* [PATCH] net/mlx5/hws: fix send queue drain on FW WQE destroy
@ 2025-04-27 11:28 Maayan Kashani
  2025-04-28 23:58 ` Patrick Robb
                   ` (2 more replies)
  0 siblings, 3 replies; 4+ messages in thread
From: Maayan Kashani @ 2025-04-27 11:28 UTC (permalink / raw)
  To: dev
  Cc: mkashani, dsosnowski, rasland, stable, Alex Vesker,
	Viacheslav Ovsiienko, Bing Zhao, Ori Kam, Suanming Mou,
	Matan Azrad
Queue sync operation was skipped on rule destroy.

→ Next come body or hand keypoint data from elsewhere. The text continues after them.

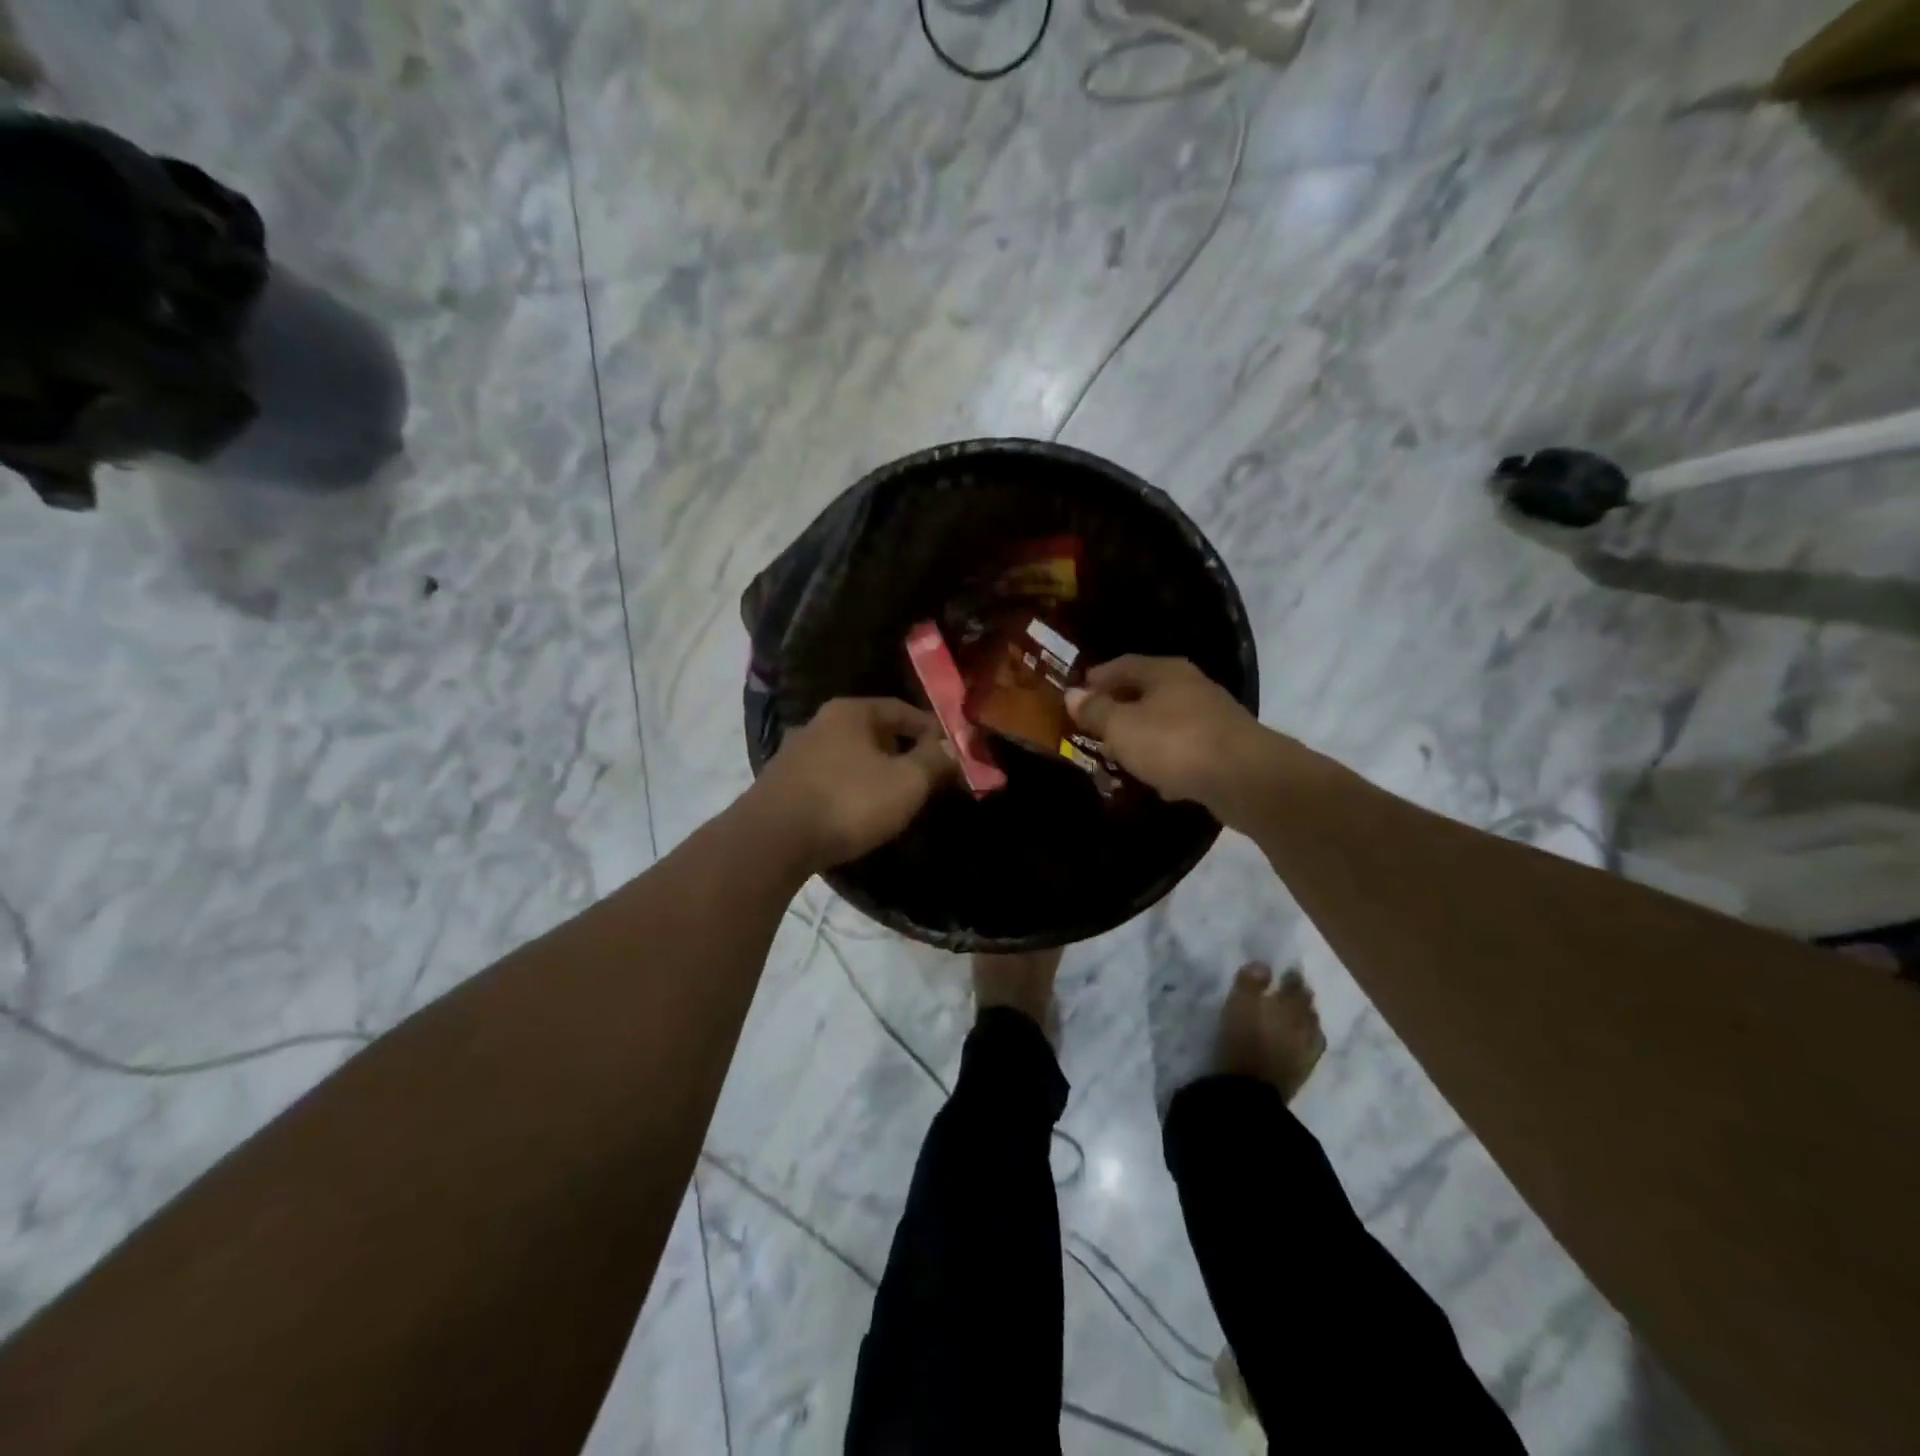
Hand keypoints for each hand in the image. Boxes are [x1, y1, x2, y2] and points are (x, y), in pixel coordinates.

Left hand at [746, 698, 957, 872]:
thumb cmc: (847, 802)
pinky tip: (858, 811)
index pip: (903, 710)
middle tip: (927, 778)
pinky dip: (850, 789)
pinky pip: (830, 779)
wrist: (772, 841)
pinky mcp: (782, 784)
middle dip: (904, 752)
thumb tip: (953, 748)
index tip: (952, 754)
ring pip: (850, 757)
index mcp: (850, 711)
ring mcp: (795, 753)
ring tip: (896, 798)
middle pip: (875, 732)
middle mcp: (819, 722)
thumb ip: (934, 761)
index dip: (932, 731)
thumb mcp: (906, 782)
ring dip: (875, 772)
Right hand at [1066, 656, 1287, 817]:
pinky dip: (1167, 761)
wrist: (1245, 777)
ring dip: (1142, 737)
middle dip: (1118, 709)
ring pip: (1165, 722)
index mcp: (1164, 672)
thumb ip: (1095, 711)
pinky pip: (1184, 750)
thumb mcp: (1121, 727)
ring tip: (1118, 756)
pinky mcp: (1224, 749)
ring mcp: (1211, 717)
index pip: (1121, 665)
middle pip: (1145, 692)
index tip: (1074, 696)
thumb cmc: (1174, 742)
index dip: (1095, 679)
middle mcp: (1190, 686)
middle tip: (1092, 728)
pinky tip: (1156, 781)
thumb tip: (1072, 694)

Unlike on fw wqe rule create in which both fence and notify_hw
are set to true, on destroy fence was set to false causing
previous queue operation to be stuck in the queue forever.
Example:
   rule_a - HW rule, rule_b - FW WQE rule.
Sequence:
   rule_a destroy, burst=1 (HW rule put to queue but no DB)
   rule_b destroy, burst=0 (FW WQE rule cmd but no queue sync)
Outcome:
   rule_a is stuck forever in the queue - no completion.
Fixes: 338aaf911665 ("net/mlx5/hws: add send FW match STE using gen WQE")
Cc: stable@dpdk.org
Signed-off-by: Alex Vesker <valex@nvidia.com>
Signed-off-by: Maayan Kashani <mkashani@nvidia.com>
---
 drivers/net/mlx5/hws/mlx5dr_send.c | 2 +-
 1 file changed, 1 insertion(+), 1 deletion(-)
diff --git a/drivers/net/mlx5/hws/mlx5dr_send.c b/drivers/net/mlx5/hws/mlx5dr_send.c
index e121c7f7ed5..d01fc7ef2ca 100644
--- a/drivers/net/mlx5/hws/mlx5dr_send.c
+++ b/drivers/net/mlx5/hws/mlx5dr_send.c
@@ -339,7 +339,7 @@ void mlx5dr_send_stes_fw(struct mlx5dr_send_engine *queue,
 	pdn = ctx->pd_num;
 
 	/* Writing through FW can't HW fence, therefore we drain the queue */
-	if (send_attr->fence)
+	if (send_attr->fence || send_attr->notify_hw)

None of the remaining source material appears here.